Exercise
I need the lines below from the one with "index dip: (151, 14)" down to the one with "pinky tip: (342, 116)" reproduced exactly, both ends included, and nothing else.

Data for processing
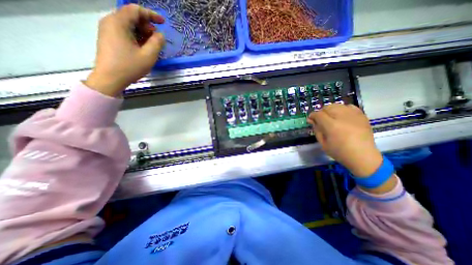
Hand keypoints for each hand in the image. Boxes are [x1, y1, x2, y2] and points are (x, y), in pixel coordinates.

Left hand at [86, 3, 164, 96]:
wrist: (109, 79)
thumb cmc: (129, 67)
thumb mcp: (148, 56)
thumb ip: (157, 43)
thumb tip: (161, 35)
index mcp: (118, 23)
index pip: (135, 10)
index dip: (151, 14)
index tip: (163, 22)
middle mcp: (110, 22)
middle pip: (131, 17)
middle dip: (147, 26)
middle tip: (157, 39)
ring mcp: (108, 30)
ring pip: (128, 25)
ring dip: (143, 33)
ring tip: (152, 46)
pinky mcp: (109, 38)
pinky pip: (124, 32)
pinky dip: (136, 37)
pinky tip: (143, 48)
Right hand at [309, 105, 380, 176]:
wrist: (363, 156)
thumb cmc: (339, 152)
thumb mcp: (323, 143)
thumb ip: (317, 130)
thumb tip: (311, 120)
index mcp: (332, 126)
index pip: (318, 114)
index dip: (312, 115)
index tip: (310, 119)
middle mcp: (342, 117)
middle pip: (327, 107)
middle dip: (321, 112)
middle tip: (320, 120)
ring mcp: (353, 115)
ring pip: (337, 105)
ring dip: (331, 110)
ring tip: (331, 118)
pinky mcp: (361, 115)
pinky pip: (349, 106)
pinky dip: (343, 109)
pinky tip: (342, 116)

---

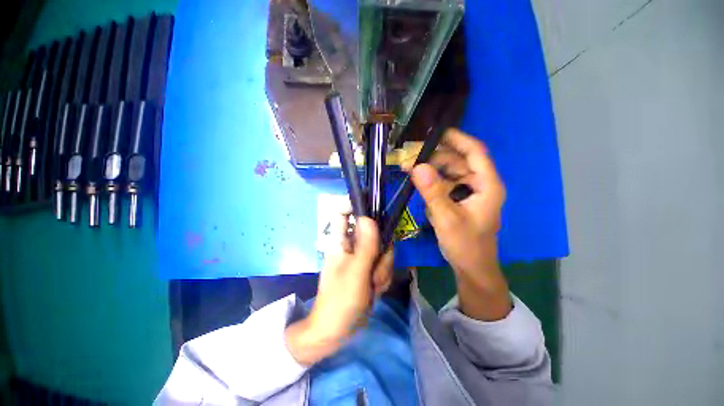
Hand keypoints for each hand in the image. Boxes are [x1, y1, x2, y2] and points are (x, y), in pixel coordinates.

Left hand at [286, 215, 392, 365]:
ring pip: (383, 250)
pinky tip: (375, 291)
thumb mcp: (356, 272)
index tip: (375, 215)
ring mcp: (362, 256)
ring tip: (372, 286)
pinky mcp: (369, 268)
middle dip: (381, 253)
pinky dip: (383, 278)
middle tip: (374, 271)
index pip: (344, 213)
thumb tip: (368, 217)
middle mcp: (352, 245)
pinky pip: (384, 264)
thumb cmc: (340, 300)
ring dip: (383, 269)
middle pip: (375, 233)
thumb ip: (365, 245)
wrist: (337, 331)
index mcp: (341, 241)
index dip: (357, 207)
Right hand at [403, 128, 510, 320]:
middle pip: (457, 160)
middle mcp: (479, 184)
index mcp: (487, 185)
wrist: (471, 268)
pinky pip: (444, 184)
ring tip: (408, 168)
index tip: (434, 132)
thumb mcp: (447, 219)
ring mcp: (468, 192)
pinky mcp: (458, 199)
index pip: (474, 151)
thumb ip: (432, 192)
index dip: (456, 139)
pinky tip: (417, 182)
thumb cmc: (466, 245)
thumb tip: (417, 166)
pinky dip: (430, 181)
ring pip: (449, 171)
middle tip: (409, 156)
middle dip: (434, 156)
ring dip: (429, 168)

...

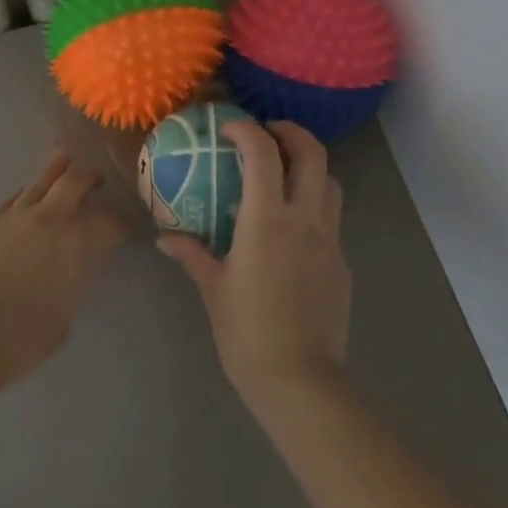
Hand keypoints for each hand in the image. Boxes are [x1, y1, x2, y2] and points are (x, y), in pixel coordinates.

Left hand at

Answer
index dip: (151, 14)
index tip: (163, 22)
middle mcp: (110, 22)
middle pip: (131, 17)
middle dip: (147, 26)
middle tip: (157, 39)
ring mcp: (108, 30)
ring pip: (128, 25)
ring dip: (143, 33)
ring tip: (152, 46)
pinky mcp: (109, 38)
pinky pip: (124, 32)
pinky dip: (136, 37)
pinky tip: (143, 48)
Right hand at [309, 105, 380, 176]:
wrist: (363, 156)
thumb cmc: (339, 152)
thumb mcp: (323, 143)
thumb ip: (317, 130)
thumb tip: (311, 120)
index mcp: (332, 126)
index pip: (318, 114)
index dip: (312, 115)
index tip: (310, 119)
middle mcp: (342, 117)
middle pip: (327, 107)
middle dip: (321, 112)
middle tip: (320, 120)
ring mcp: (353, 115)
ring pip: (337, 105)
ring dip: (331, 110)
ring tip: (331, 118)
pinky mcp: (361, 115)
pinky pip: (349, 106)
pinky dip: (343, 109)
pinky tip: (342, 116)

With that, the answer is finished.